A single DFS is run on the graph from every non-visited vertex and the ordering is pushed to a vector. This ordering gives us a relation between nodes (strongly connected components) in the condensation graph. We then use transposition of a directed graph and run DFS on that in order to extract the stongly connected components. The overall complexity of the algorithm is O(m+n) where n is the number of nodes and m is the number of edges in the graph.

# Network Flow

A network flow is a directed graph with a function assigned to it that assigns each edge a particluar value or capacity. A flow is essentially assigning values to each edge under some restrictions. A good analogy for this is consider the edges to be water pipes and values associated with the edges to be the capacity of the pipes.

A max Flow is essentially a flow with the max value. We talk about an algorithm to solve the task of obtaining max flow in a given network flow graph. This algorithm is called the Ford-Fulkerson Algorithm.

We define something called the Residual Capacity of the edges/pipes. We begin by assigning each edge a value of 0 and then at each step try tp find some path with values less than the residual capacity. This process is done until we fail to find a path with no possible further increase in the flow value.
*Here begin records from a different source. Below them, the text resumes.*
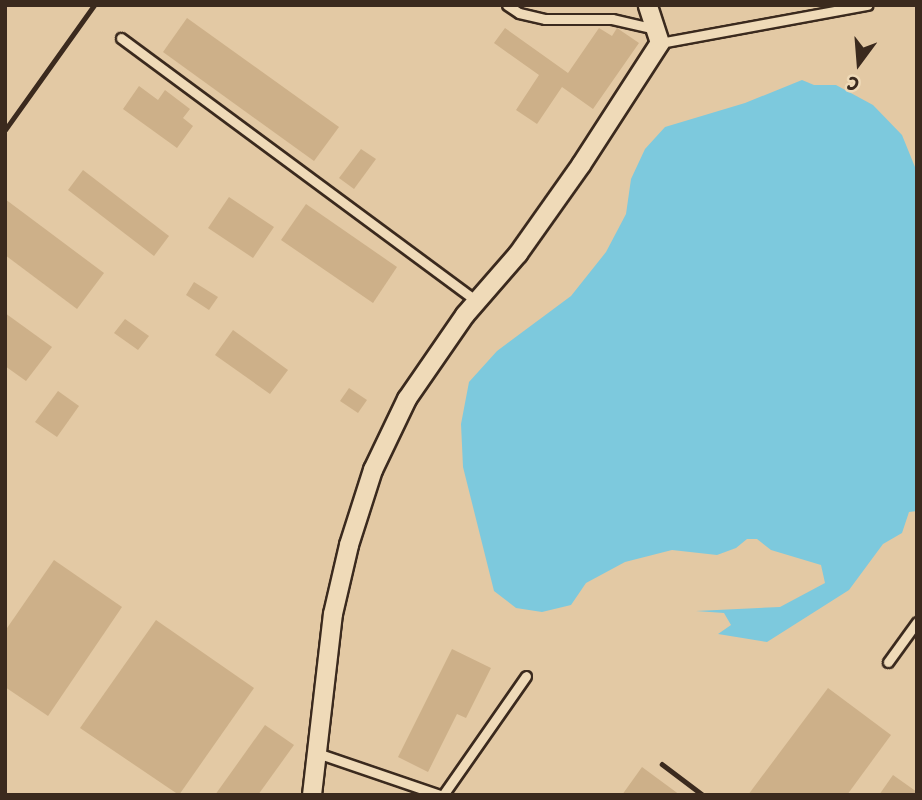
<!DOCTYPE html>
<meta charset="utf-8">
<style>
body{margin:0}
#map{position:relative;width:922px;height:800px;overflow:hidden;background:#f0d8b4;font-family:"Shantell Sans",sans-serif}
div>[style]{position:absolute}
.built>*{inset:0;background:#e3c9a4}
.water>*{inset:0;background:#7dc9dd}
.building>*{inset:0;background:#cdb089}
.roads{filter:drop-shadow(2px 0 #3b2a1e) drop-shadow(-2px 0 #3b2a1e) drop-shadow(0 2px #3b2a1e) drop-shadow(0 -2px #3b2a1e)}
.lane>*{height:9px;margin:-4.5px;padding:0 4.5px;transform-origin:4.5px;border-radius:4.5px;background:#efdab8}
.street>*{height:18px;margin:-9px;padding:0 9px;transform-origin:9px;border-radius:9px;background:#efdab8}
.rail>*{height:4.5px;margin:-2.25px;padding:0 2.25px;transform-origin:2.25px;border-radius:2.25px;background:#3b2a1e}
span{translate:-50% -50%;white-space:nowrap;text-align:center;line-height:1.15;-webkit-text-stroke:7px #efdab8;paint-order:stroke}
.frame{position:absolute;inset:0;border:7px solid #3b2a1e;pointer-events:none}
.north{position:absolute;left:824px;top:28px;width:70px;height:70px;-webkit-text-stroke:5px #efdab8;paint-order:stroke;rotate:196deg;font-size:19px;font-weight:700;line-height:28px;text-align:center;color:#3b2a1e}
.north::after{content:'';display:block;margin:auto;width:24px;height:32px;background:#3b2a1e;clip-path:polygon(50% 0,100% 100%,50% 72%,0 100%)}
</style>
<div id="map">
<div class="built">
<div style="clip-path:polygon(5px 5px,917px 5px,917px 795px,5px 795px)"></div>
</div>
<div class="water">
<div style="clip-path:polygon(802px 80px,814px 85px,836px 85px,873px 105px,902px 135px,917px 172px,917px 511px,909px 512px,902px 533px,883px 544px,849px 590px,767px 642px,718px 634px,731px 625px,724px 613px,696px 611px,780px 607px,825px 583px,821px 565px,771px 550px,757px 539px,747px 539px,736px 548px,717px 555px,672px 550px,625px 562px,586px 583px,571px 605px,542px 612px,516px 608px,494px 591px,463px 467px,461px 424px,469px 382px,497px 351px,571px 296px,606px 252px,626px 214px,631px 179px,645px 149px,665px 127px,745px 103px)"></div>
</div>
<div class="building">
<div style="clip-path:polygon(187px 18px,339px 127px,314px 161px,163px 52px)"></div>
<div style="clip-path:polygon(505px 28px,568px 73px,599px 28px,612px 36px,617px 28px,639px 43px,593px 109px,562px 87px,537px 124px,516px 110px,539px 75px,494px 43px)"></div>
<div style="clip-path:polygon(139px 86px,158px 100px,165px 90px,190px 109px,183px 118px,193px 126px,177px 148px,123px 109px)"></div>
<div style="clip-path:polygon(361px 149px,376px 159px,354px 189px,339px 178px)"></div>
<div style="clip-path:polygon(83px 170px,169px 236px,154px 256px,68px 190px)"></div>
<div style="clip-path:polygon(229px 197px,274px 227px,253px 258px,208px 228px)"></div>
<div style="clip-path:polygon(5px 199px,104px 273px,77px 309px,5px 255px)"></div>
<div style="clip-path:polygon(306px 204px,397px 267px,373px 303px,281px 240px)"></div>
<div style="clip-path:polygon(194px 282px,218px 297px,209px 310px,186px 295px)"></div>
<div style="clip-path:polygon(5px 313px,52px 347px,26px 381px,5px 366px)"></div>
<div style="clip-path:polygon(125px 319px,149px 336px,138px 350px,114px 333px)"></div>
<div style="clip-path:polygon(233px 330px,288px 370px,270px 394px,215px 355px)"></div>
<div style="clip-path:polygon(349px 388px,367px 400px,358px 413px,340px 401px)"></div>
<div style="clip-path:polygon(58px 391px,79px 406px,57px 437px,35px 422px)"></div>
<div style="clip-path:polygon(54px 560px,122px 607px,48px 716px,5px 687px,5px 631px)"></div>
<div style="clip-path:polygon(156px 620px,254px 688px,179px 795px,80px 728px)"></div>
<div style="clip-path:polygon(452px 649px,491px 668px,466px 718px,457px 714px,428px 772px,398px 757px)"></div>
<div style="clip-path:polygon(828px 688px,891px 735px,847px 795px,748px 795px)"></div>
<div style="clip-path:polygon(265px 725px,294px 745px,258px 795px,215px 795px)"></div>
<div style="clip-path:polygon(642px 767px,680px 795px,622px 795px)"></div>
<div style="clip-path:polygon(893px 775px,917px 792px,917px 795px,879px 795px)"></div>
</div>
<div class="roads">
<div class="lane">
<div style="left:507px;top:5px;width:14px;rotate:34deg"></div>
<div style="left:519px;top:13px;width:27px;rotate:13deg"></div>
<div style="left:545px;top:19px;width:67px"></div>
<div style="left:612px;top:19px;width:44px;rotate:13.1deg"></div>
<div style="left:121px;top:38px;width:443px;rotate:36.5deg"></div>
<div style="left:660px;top:43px;width:211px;rotate:-10.4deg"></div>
<div style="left:888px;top:662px;width:49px;rotate:-54.1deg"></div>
<div style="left:317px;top:753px;width:130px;rotate:18.9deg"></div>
<div style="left:443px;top:795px;width:145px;rotate:-55.1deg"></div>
</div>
<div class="street">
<div style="left:312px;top:795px;width:182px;rotate:-83.4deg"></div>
<div style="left:333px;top:614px;width:71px;rotate:-76.9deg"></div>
<div style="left:349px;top:545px;width:79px;rotate:-72.3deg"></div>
<div style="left:373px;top:470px;width:79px;rotate:-64.4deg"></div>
<div style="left:407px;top:399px;width:102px;rotate:-55.4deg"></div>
<div style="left:465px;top:315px;width:81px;rotate:-49deg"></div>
<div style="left:518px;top:254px;width:109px;rotate:-54.7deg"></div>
<div style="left:581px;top:165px;width:145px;rotate:-57.1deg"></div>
<div style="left:660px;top:43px;width:40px;rotate:-108deg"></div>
</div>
</div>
<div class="rail">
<div style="left:5px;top:130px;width:153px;rotate:-54.5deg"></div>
<div style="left:662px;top:764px;width:51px;rotate:37.1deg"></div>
</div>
<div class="frame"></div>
<div class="north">С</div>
</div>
• Follow this link to get into the details of the algorithm.
• Refer to this tutorial for implementation details of the algorithm.

# Special Graphs

We talk about a few graphs that are important in fields like Biotechnology, Radio Electronics, Digital Computers and various other domains.

## Eulerian Graphs

A graph is said to be a Eulerian Graph if there exists some path in the graph that goes through each of the edge exactly once. It is easy to prove that a graph is Eulerian if and only if every vetrex has and even degree and the graph is connected.

## Hamiltonian Graphs

A graph is said to be a Hamiltonian Graph if there exists some path that goes through each vertex exactly once. It is a NP hard problem to find a necessary and suffcient condition for a graph to be a Hamiltonian Graph.